Sambil sedikit termenung, laju mobil yang dikendarai Falcao menuju tempat latihan Chelsea di Cobham, agak melambat. Ia tahu, setiap hari ia datang latihan kemudian berlatih dengan pemain-pemain yang biasa dimainkan sebagai pemain pengganti. Berbeda dengan harapannya beberapa bulan silam. Kala itu, ia yakin, bahwa inilah saat yang tepat untuk dirinya membuktikan diri.
Pengalamannya pada musim lalu bisa dibilang jauh dari apa yang ia harapkan. Ia bahkan rela memotong gajinya hingga setengah bagian dengan apa yang diterimanya di klubnya terdahulu, Manchester United. Ia yakin, bersama Jose Mourinho, kariernya yang sempat redup akan kembali bersinar.
Saat pertama datang ke Liga Primer Inggris, tentu ia bangga, meskipun saat itu ia gagal bergabung dengan klub impiannya, Real Madrid, yang kesohor itu. “Ya sudahlah, jalani saja”. Kira-kira seperti itu Falcao menyikapinya.
Falcao tahu, saat itu dirinya memang ingin pindah ke Real Madrid. Apalagi, ia kian akrab dengan atmosfer La Liga. Catatannya saat memperkuat Atletico Madrid bisa dibilang menjadi modal bagi klub-klub elit Eropa untuk meminangnya. Menolak pemain yang mencetak 52 gol dalam dua musim bersama Atleti? Falcao kira tidak ada yang mampu menolaknya. Meskipun di Monaco kariernya agak terkendala karena cedera.
Kepercayaannya kepada Jorge Mendes, sang agen yang bertugas mencari klub yang lebih pantas buat dirinya, amatlah kuat. Sekuat keyakinannya bahwa Madrid akan merekrutnya kala itu. Sampai-sampai, Falcao mencuit di akun twitternya:
“#HalaMadrid Dream come true”
Tak lama kemudian, Falcao justru menghapusnya. Ada kabar kalau cuitan tersebut dihapus setelah Mendes mengabari kalau Madrid menolaknya.
Sambil terus melangkah ke tempat latihan, masih teringat jelas dalam ingatan Falcao bagaimana perasaannya saat itu memutuskan angkat kaki dari Vicente Calderon. Ia juga ingat persis ketika berkata di depan pendukung Atletico, “Disinilah bagian terbaik di dalam karier saya,” ujarnya saat itu, sebelum berangkat menuju Monaco. Tempat dirinya akan memulai karier baru.
Kemudian Falcao tiba ke tempat latihan. Ia berjalan menuju ruangan ganti pemain. Ia duduk sejenak, sambil menyapa pemain Chelsea lainnya. Saat itu ada pula Oscar, yang turut menyapanya. Tapi entah mengapa, setiap melihat Oscar, dirinya teringat kegagalan Kolombia di Piala Dunia 2014 Brazil silam. Kala itu, Falcao tidak bisa tampil di Brazil karena cedera. Hal yang masih ia sayangkan hingga saat ini. Padahal, saat itu ia sangat ingin memberikan prestasi tinggi bagi negaranya, Kolombia.

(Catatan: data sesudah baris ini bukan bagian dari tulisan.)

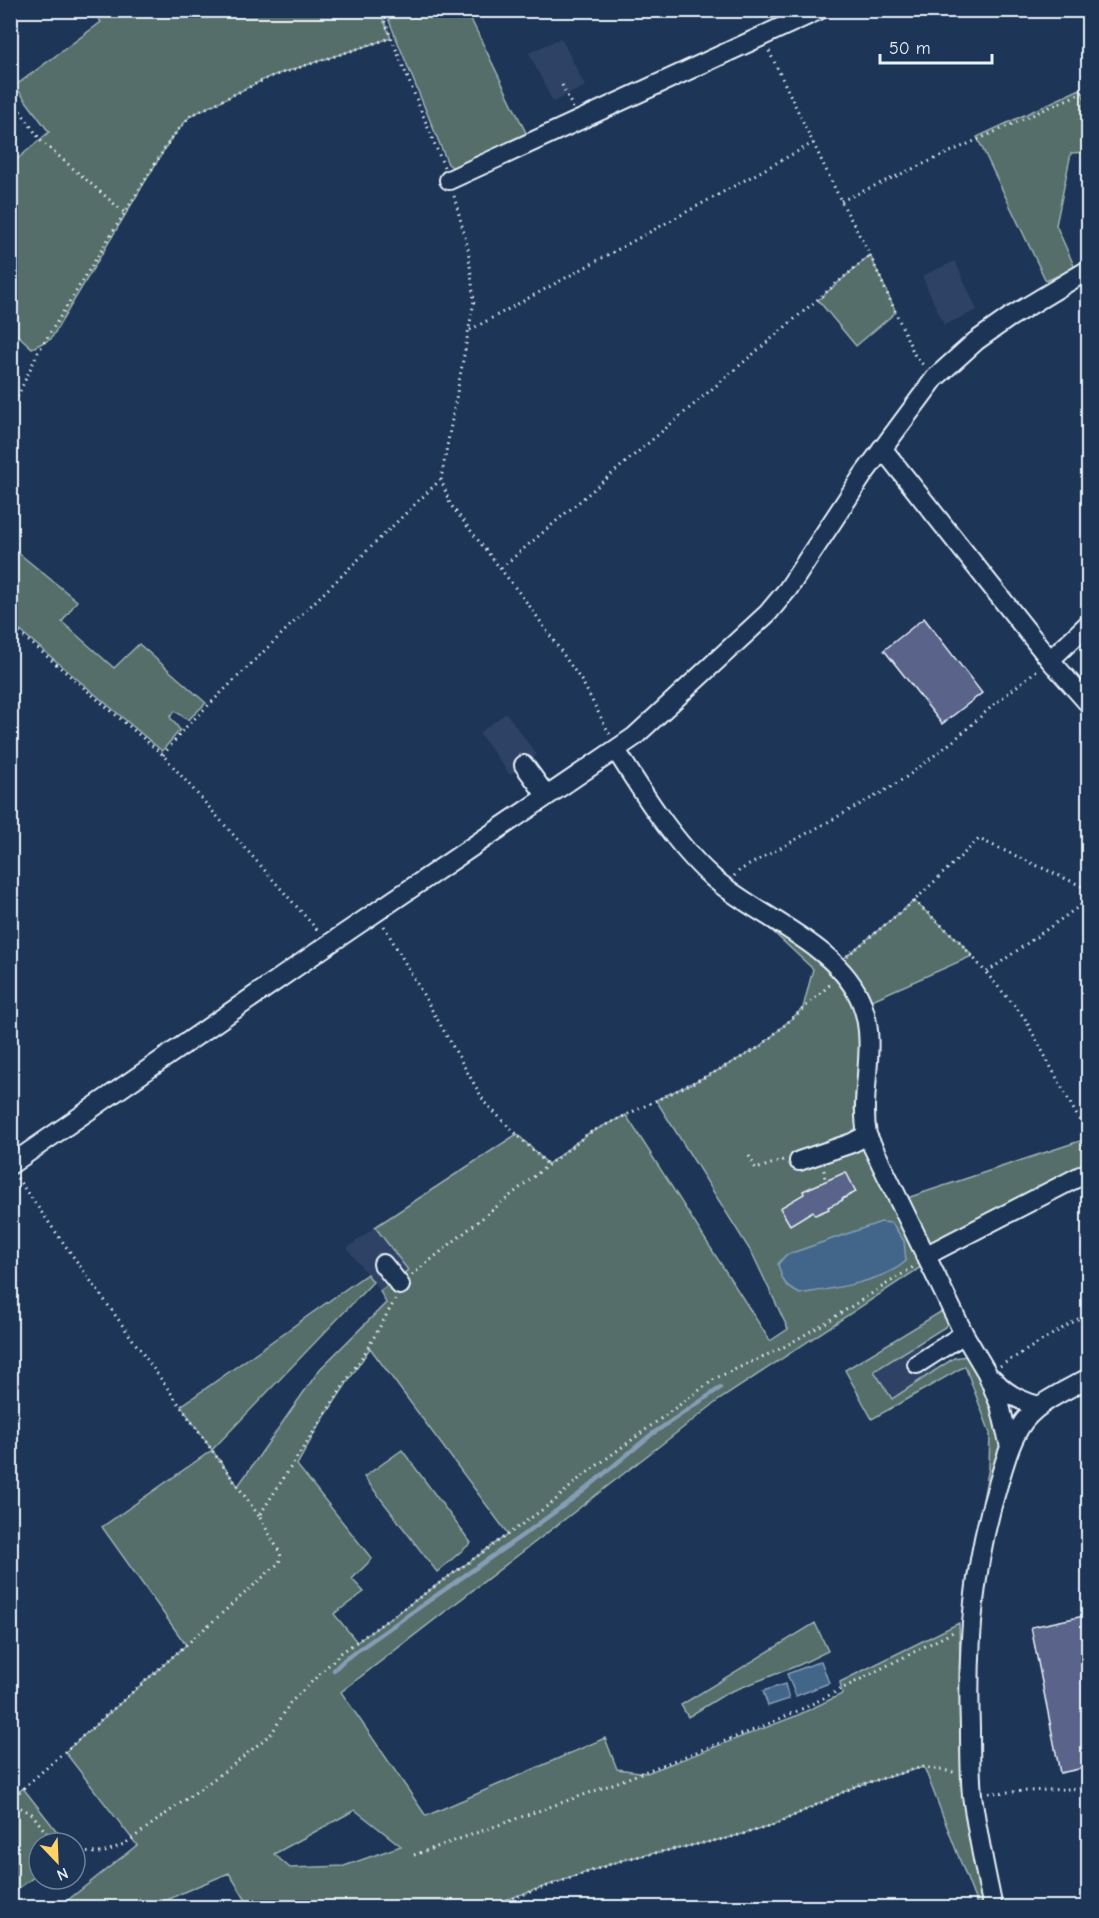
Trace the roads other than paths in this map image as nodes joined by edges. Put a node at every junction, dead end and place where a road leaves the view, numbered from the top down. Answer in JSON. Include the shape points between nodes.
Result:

Tak lama berselang, latihan tim segera dimulai. Falcao bergegas menuju lapangan. Bergabung dengan pemain-pemain cadangan lainnya. Di sana juga tergabung Alexandre Pato, penyerang yang baru dipinjam Chelsea dari Corinthians; Yang entah mengapa, Falcao masih tidak habis pikir mengapa klubnya harus mendatangkan Pato. Padahal ia yakin, dirinya lebih, lebih, dan lebih hebat.
Sambil memerhatikan instruksi dari Steve Holland yang memimpin sesi latihan, Falcao memerhatikan sang bos, Guus Hiddink yang memberi instruksi latihan kepada para pemain inti.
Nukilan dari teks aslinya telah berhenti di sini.